Tips for Getting Your Garden Ready for El Niño

If all the forecasts come to fruition, it looks as though our parched Silicon Valley yards may finally receive some rainfall this winter. Both NASA and meteorologists are forecasting a 95% likelihood of a ‘super’ El Niño and if the few storms that hit in November were any indication, they just might be right. For those who live in Los Altos Hills or other towns where homes are perched upon knolls and yards might be sloped these five tips for getting your garden ready for El Niño are definitely worth noting.


Any unplanted areas or lawns that have been left to go brown will sprout weeds or begin to regrow and most likely become a muddy mess. A liberal amount of mulch can help keep all of these at bay. Trim back or remove any recent growth, cover with weed blocker and add mulch or wood chips on top. You can also use overlapping pieces of cardboard, burlap or thick sheets of newspaper in place of weed blocking material as they are biodegradable and will eventually degrade. And, if you want to get a head start, now is a great time to plant drought tolerant bushes, ground-covers and succulents in place of lawn. In spring, your grass will be a well-established garden.

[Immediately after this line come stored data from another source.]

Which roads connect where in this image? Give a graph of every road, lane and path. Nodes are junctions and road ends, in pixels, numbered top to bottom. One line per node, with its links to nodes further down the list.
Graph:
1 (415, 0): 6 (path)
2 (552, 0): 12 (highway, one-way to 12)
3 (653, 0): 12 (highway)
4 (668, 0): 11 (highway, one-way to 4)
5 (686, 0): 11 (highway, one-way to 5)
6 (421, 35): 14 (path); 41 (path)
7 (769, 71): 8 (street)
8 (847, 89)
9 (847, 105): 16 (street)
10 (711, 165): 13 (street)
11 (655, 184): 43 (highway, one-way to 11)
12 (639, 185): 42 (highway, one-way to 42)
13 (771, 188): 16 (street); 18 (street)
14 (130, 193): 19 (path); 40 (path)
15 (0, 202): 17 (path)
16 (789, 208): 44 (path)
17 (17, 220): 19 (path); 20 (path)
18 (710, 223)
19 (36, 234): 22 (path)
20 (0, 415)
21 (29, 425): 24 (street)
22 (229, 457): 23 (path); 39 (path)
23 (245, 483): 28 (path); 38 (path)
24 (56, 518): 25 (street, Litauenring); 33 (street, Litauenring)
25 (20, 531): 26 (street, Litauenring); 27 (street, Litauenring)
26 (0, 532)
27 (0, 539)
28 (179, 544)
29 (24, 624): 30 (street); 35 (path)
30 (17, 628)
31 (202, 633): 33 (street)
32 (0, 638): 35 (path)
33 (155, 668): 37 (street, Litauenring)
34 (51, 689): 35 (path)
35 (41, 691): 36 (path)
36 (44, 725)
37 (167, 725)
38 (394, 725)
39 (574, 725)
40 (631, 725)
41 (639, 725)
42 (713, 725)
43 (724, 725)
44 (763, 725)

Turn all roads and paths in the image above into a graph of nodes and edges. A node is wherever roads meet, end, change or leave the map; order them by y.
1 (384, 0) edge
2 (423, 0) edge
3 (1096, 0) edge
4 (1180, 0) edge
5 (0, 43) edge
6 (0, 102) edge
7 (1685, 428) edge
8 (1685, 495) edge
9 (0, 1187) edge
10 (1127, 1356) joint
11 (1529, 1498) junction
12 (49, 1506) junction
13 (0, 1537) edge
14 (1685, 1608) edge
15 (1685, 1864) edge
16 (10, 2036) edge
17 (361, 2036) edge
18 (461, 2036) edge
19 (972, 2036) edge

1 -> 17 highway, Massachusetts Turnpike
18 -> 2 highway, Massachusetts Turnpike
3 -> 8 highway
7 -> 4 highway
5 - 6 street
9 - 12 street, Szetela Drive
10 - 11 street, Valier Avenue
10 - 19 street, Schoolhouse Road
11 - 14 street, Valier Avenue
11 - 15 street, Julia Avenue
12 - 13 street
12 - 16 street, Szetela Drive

If areas of your yards are set on a slope or hill and the current vegetation has died, it is important to encourage regrowth to minimize any potential for mudslides. Planting now will allow the new vegetation to take root before heavy rains set in. If you have a large area, hydroseeding can provide quick coverage and erosion control.


Good drainage is crucial to plants that don’t need a lot of water. Heavy precipitation can literally drown many succulents and drought tolerant plants. Keep an eye out for puddles, which indicate areas of poor drainage. Mix small pebbles and perlite into your soil to improve drainage. For plants that do need very little water, cover them to deflect the rain. Also, watch out for erosion, areas where water runs off rather than being absorbed. If not addressed, this can result in too much water in lower areas of your garden.


Most El Niño’s bring with them warmer temperatures but that isn’t a guarantee that a frost or two won’t sneak in and zap tender plants. Be prepared and cover plants with frost cloth at night whenever colder temperatures are forecast. Be sure to uncover them during the day to allow in light and air.


If the predicted rains fail to live up to expectations, you will need to continue to water your plants, including those that are drought tolerant. Just because the weather is cooler and the sun less intense doesn’t mean your garden isn’t thirsty. Be sure to deep water trees, especially pines and redwoods as they are highly stressed after four years of minimal precipitation.

By addressing these five areas in your yards now, you’ll be able to protect your Los Altos Hills home and garden whether El Niño packs a punch or fails to make an appearance.